-------- DATA EXTRACT

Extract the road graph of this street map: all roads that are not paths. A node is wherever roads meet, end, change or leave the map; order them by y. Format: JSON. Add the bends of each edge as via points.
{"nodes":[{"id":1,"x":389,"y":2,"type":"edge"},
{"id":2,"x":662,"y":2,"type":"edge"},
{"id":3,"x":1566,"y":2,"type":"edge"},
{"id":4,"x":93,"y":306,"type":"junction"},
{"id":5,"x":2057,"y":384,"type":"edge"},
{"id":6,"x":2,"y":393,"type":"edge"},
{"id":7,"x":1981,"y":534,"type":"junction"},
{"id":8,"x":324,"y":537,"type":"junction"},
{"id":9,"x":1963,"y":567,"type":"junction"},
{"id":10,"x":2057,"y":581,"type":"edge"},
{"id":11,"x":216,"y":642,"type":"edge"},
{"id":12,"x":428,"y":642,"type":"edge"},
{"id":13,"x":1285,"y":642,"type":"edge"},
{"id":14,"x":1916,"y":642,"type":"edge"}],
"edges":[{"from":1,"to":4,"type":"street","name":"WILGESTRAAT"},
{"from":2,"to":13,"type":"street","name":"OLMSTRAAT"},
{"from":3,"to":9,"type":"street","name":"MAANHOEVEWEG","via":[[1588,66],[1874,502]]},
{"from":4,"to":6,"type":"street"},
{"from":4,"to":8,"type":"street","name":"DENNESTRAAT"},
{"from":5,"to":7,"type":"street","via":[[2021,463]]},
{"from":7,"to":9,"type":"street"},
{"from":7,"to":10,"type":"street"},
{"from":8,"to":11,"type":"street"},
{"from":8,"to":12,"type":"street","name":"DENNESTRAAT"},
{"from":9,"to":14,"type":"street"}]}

----------------
-------- DATA EXTRACT

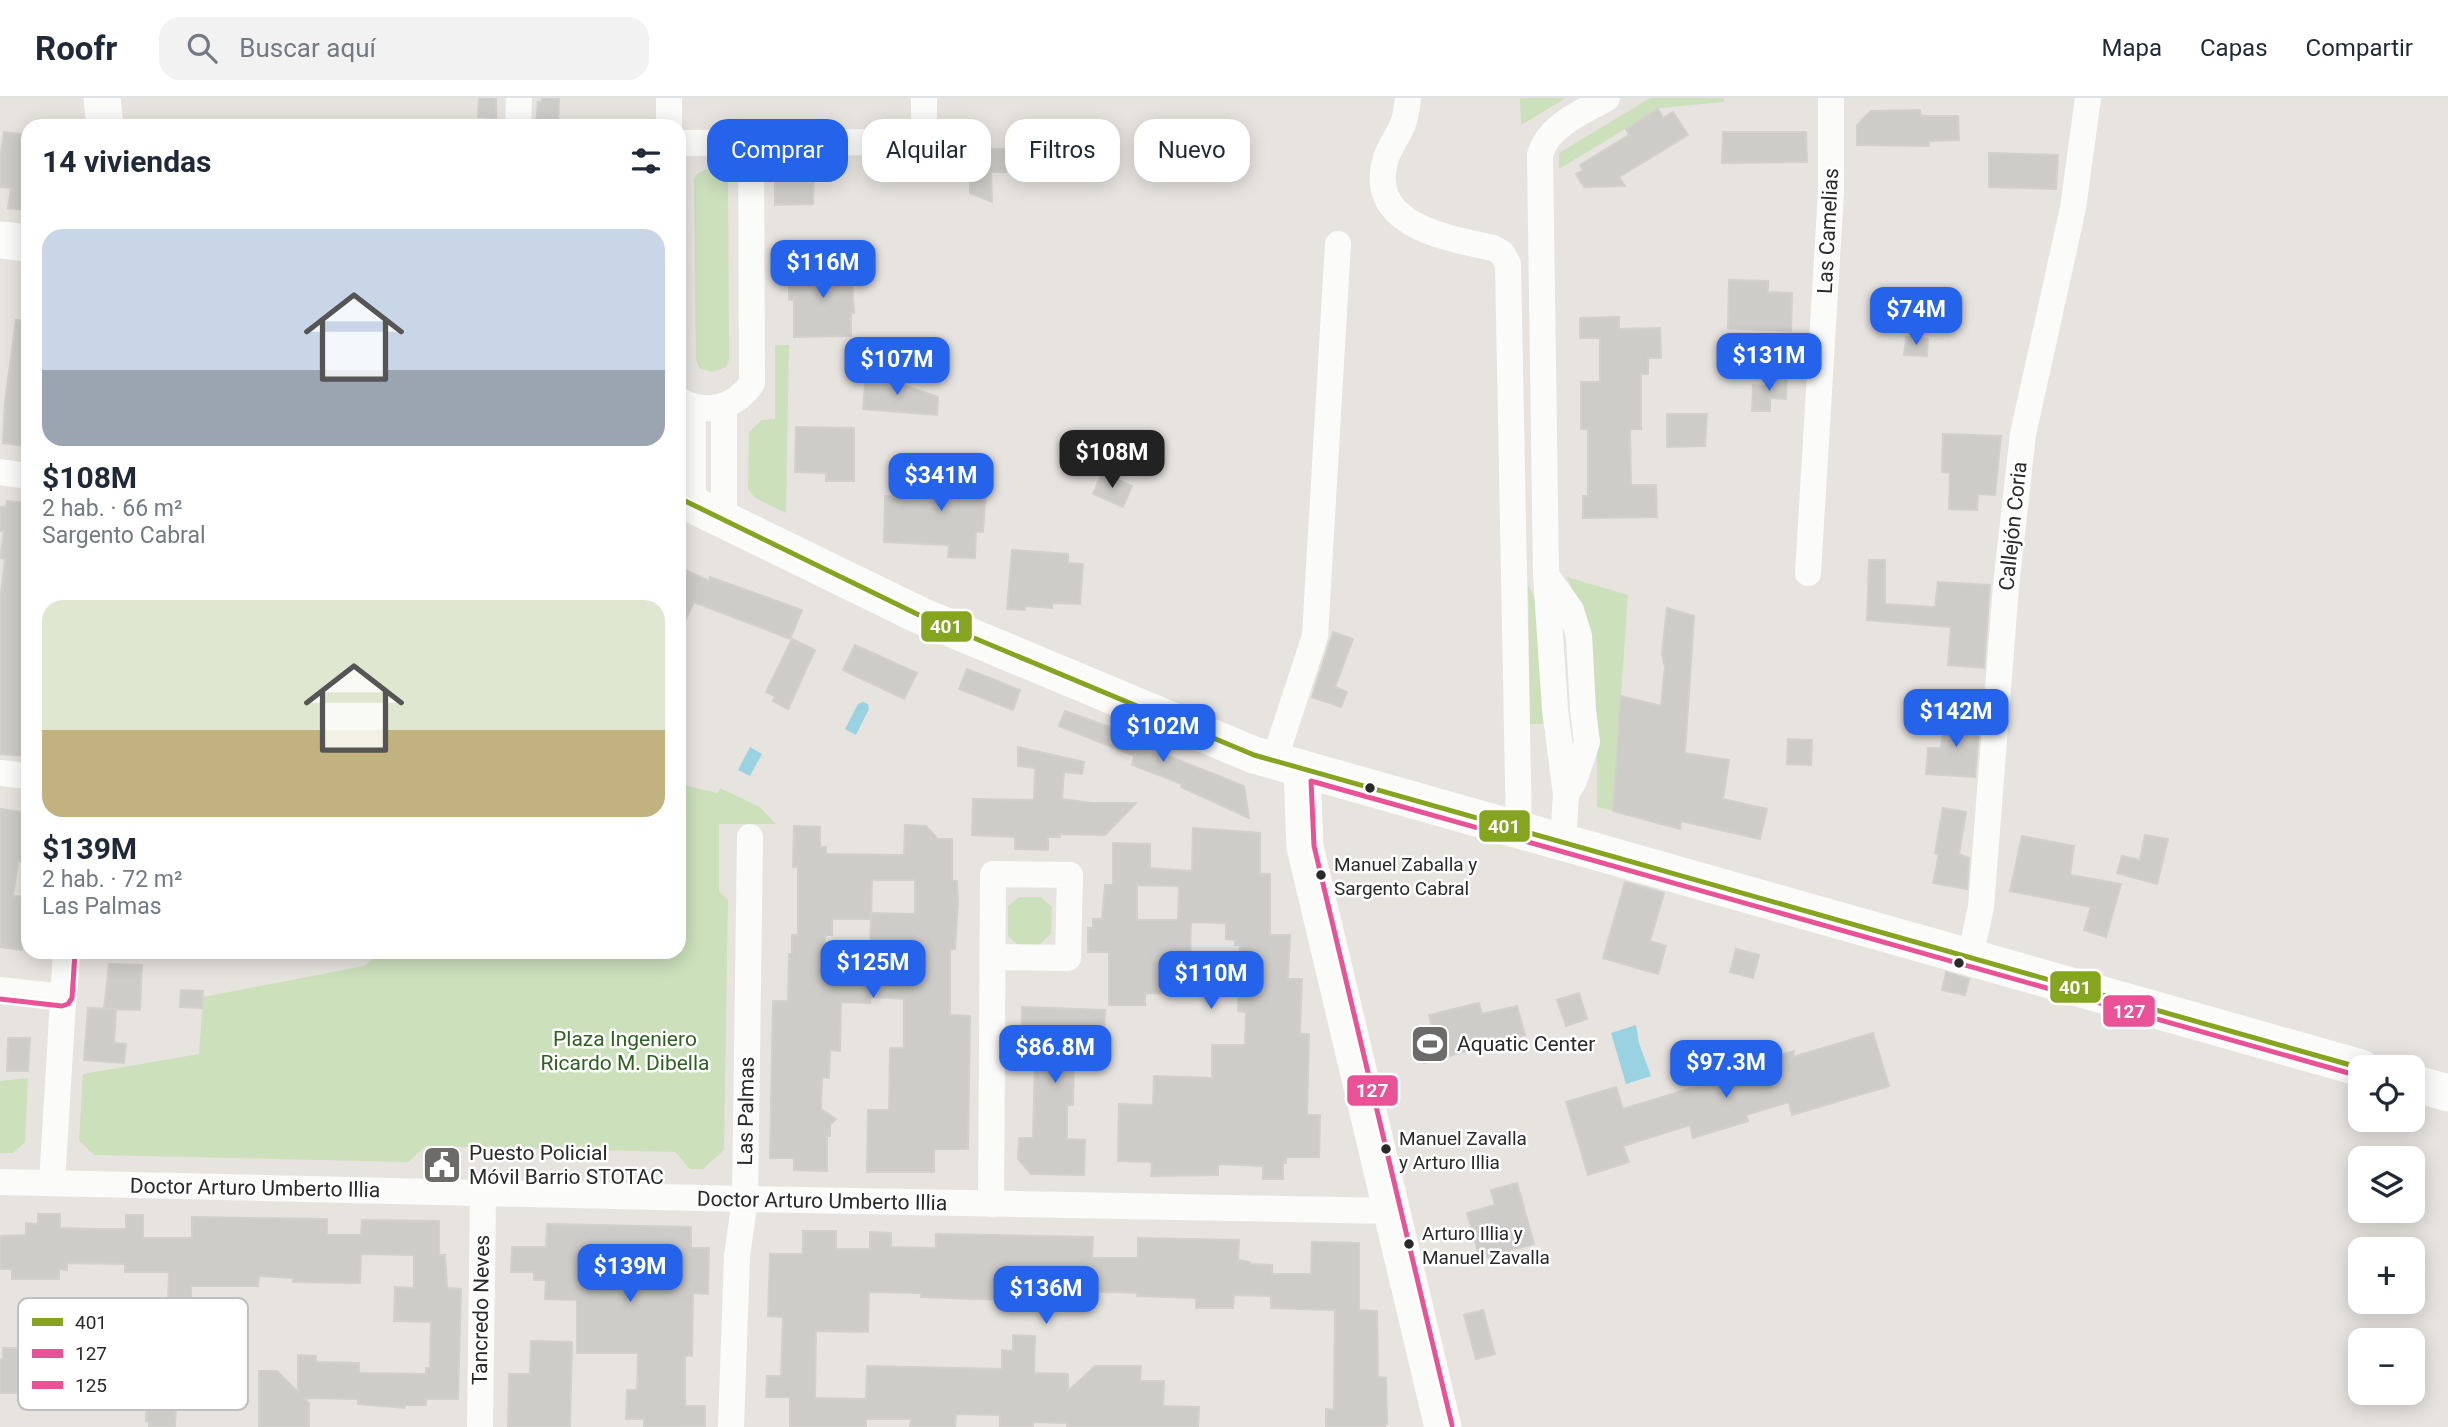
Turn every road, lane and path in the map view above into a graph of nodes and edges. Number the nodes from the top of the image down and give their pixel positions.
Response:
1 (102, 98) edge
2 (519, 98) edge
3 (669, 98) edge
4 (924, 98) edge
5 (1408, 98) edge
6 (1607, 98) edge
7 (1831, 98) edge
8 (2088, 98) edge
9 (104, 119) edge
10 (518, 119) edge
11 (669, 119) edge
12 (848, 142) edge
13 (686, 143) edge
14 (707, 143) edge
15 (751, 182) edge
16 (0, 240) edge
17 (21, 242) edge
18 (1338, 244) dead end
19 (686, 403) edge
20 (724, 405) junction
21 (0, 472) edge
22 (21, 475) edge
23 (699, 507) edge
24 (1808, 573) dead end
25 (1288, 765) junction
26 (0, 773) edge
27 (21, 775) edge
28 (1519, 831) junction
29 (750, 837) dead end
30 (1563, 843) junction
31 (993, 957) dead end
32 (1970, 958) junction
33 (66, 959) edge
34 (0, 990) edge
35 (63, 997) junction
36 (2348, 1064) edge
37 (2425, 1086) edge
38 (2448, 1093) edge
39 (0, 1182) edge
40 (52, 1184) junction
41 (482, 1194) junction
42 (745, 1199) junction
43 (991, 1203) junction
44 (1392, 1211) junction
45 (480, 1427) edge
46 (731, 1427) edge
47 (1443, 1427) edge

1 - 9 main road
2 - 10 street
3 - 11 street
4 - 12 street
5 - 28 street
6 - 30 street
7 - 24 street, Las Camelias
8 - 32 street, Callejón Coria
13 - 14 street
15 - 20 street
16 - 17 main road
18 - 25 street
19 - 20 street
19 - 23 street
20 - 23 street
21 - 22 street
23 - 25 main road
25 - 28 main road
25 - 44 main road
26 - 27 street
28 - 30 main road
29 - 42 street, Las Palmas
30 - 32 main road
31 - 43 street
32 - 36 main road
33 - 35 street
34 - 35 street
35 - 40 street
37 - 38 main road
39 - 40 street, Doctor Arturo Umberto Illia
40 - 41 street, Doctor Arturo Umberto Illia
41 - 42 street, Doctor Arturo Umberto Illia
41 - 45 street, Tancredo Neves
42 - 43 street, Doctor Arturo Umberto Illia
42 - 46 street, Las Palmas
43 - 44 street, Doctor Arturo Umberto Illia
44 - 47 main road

----------------

**ASSIGNMENT**
Only lines with the word "Umberto" are wanted, so copy each one from the records.

**RESPONSE FOR THIS EXERCISE**
39 - 40 street, Doctor Arturo Umberto Illia
40 - 41 street, Doctor Arturo Umberto Illia
41 - 42 street, Doctor Arturo Umberto Illia
42 - 43 street, Doctor Arturo Umberto Illia
43 - 44 street, Doctor Arturo Umberto Illia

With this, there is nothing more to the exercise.